As long as it doesn't turn into arguing and fighting, there's nothing wrong with talking about it.
 
VanillaCreme said:
stork_error said:
Disaffected said:
SofiasMami said:
I'm not a believer. I also prefer the old-fashioned rule of not discussing religion or politics in mixed company. Plus, there are plenty of other forums for those topics.

-Teresa

This.

that

As long as it doesn't turn into arguing and fighting, there's nothing wrong with talking about it.

It's always interesting to discuss & exchange different thoughts/viewpoints on the beliefs we hold, I agree with Nilla, as long as we can respect one another then there's no reason not to discuss such things.
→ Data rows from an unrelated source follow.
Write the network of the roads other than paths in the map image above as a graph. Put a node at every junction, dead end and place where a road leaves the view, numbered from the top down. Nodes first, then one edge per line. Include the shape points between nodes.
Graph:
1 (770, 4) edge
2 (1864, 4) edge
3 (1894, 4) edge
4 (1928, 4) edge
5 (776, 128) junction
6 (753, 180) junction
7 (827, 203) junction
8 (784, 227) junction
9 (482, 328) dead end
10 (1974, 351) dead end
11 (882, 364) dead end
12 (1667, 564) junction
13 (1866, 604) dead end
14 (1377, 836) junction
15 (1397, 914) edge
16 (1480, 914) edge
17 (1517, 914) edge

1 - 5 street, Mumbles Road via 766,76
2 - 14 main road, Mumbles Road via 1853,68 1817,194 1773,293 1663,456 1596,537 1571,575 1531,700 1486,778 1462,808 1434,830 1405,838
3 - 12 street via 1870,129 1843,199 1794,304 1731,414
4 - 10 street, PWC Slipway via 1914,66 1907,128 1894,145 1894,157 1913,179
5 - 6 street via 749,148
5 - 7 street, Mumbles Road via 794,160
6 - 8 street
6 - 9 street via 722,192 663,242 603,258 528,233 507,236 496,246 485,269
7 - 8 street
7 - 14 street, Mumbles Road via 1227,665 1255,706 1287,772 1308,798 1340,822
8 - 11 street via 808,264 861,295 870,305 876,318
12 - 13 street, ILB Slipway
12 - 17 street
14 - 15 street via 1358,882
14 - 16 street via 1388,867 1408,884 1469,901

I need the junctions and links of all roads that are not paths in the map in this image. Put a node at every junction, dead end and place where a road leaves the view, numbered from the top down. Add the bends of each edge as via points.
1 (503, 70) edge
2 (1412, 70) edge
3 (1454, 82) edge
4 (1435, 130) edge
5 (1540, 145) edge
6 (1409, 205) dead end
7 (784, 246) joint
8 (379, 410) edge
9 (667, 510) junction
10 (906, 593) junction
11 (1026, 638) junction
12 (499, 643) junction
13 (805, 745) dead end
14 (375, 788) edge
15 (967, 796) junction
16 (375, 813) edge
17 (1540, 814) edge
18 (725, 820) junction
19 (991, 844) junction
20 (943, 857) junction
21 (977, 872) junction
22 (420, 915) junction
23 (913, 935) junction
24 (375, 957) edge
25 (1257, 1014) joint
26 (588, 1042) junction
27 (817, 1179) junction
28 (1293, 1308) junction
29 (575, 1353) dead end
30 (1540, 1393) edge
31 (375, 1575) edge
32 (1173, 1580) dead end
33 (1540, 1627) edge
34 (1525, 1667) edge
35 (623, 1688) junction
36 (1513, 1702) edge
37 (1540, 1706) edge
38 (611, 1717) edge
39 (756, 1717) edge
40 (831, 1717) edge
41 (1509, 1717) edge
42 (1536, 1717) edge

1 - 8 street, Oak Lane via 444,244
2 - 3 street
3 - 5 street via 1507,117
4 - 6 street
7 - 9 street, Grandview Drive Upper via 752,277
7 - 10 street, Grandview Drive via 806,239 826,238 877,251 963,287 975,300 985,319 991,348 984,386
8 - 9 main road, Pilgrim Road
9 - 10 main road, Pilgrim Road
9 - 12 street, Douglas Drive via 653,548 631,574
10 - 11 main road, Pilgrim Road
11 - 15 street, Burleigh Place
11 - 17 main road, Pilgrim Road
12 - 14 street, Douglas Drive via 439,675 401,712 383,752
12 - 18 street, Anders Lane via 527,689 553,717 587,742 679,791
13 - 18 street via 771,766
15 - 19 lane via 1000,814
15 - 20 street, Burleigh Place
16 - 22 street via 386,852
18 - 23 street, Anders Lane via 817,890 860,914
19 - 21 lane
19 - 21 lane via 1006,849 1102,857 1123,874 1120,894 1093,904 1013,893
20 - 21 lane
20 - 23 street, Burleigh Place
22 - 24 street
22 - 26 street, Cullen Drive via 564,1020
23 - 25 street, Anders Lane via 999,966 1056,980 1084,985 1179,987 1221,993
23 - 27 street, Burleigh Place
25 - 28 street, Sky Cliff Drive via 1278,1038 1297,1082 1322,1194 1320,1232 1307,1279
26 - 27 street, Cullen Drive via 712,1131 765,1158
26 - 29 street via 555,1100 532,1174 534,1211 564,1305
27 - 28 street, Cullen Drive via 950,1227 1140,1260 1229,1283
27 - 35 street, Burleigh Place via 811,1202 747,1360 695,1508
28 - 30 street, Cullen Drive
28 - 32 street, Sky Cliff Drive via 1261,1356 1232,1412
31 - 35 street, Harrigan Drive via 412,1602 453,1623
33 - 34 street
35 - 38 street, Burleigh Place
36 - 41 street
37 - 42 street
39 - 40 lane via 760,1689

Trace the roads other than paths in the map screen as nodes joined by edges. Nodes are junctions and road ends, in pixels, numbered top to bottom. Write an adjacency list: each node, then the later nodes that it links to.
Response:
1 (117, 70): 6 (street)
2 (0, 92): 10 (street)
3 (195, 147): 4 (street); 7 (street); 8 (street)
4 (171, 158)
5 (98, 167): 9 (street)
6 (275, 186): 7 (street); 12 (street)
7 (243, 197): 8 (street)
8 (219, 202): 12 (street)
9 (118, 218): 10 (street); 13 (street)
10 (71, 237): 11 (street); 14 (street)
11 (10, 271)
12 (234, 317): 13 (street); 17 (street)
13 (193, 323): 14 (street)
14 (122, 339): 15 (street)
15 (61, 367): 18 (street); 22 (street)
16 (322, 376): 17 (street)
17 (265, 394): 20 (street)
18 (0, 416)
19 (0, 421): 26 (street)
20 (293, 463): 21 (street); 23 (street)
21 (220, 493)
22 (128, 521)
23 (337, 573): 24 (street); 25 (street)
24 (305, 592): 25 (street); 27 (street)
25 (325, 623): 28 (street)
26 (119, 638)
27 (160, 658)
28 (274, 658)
I don't believe in God as a being, directing, controlling, instead I hold to the idea that all things are a part of the whole, & that the entirety of all combined-the collective of all energies continuously interracting, ever in a state of flux, yet always in balance-that's as close to the concept of god as it gets for me.
 
I grew up in an environment where faith and religion was completely out of the picture. I never even consciously met a religious person till I reached secondary school. I remember how somebody on the internet tried to missionize me because I posted some depressing stories on a social network...it was the usual 'God is always there for you' talk. Let's just say I wasn't receptive to this. With every belief in a higher being or a higher power I feel I'd direct responsibility away from myself.

People can believe in everything they want inside there own four walls though...or their churches, cathedrals, mosques etc. As long as they don't invade other fields such as politics or try to force their beliefs into my home, I couldn't care less.

On a more humorous note, I read that quote not too long ago and I find that sentiment very amusing:
"Do you ever get the feeling that God has a plan? And you're the only one who can stop it?"
 
Rodent said:
I remember how somebody on the internet tried to missionize me because I posted some depressing stories on a social network...it was the usual 'God is always there for you' talk. Let's just say I wasn't receptive to this.

I wasn't receptive to people telling me that either. Still not. I guess I shouldn't have been surprised by how many people here would try to get me into a church. I've been to church a handful of times, but only out of respect, and for the simple fact that just because I don't believe church is necessary, it doesn't mean I can't enjoy the culture of it. I'd just as easily be fascinated by any other religious monument or building as well. That's just how I am.

But I try as nice as I can to turn down invitations from church-goers. I suppose I'm fortunate that no one has argued with me about not going within my guy's family. I don't know what they think of me not attending church like they were raised to, but that's not my concern. Someone telling me how I should deliver my faith and beliefs doesn't go well with me, and as long as they don't fuss with it, I have no reason to have to be rude.
 
Me and God have a perfect relationship ..................I don't talk to Him,and He never listens.
 
Given that I ... myself ... am the Devil - I can say that 'God' exists - but you'd do well to not concern yourself with God ... it's me you have to worry about ;)
 
I don't believe in him. I can't believe in him.
And I think if he exists he's a cruel sadistic *******.
 
That I agree with. If there is a God,why did He make me ugly?He made me the way I am. He's either doesn't exist,or evil or got a sick sad sense of humour. I just ignore Him.